Neil semakin menggerutu kesal sehingga dia meninggikan suara. "Dengar ya, Day Ertia. Sampai di Kota Taris, jangan terpisah dariku. Jika kau melakukannya disengaja maupun tidak sengaja, aku akan melaporkan ke Supervisor bahwa kau dan Greum melakukan hal yang berlawanan dengan MMGTE. Mengerti?"

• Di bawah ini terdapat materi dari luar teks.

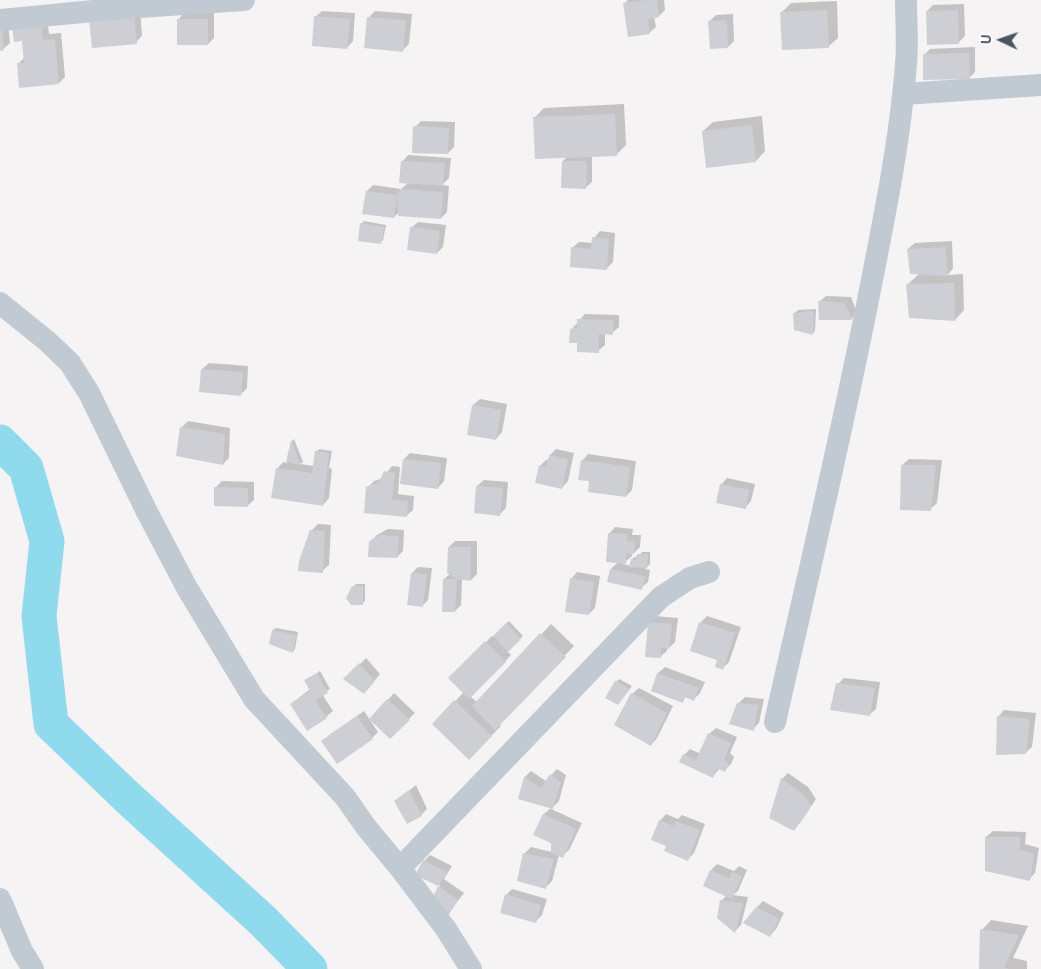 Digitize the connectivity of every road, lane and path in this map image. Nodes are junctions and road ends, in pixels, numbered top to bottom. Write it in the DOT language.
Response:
graph roads {
  1 [pos="244,0"];
  2 [pos="906,0"];
  3 [pos="0,20"];
  4 [pos="1041,85"];
  5 [pos="903,94"];
  6 [pos="0,303"];
  7 [pos="709,572"];
  8 [pos="775,722"];
  9 [pos="400,868"];
  10 [pos="0,899"];
  11 [pos="33,969"];
  12 [pos="471,969"];
  1 -- 3 [label="street"];
  2 -- 5 [label="street"];
  4 -- 5 [label="street"];
  5 -- 8 [label="street"];
  6 -- 9 [label="street"];
  7 -- 9 [label="street"];
  9 -- 12 [label="street"];
  10 -- 11 [label="street"];
}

"Oh? Apa kau anak kecil yang nggak bisa terpisah dari orangtua? Baiklah kalau itu maumu." Day menganggap peringatan barusan sebagai lelucon. Dia telah menginjak ranjau yang tidak seharusnya. Dia pun segera tutup mulut meski sudah terlambat.
Tangan Neil sudah bersiap-siap mengeluarkan kutukan.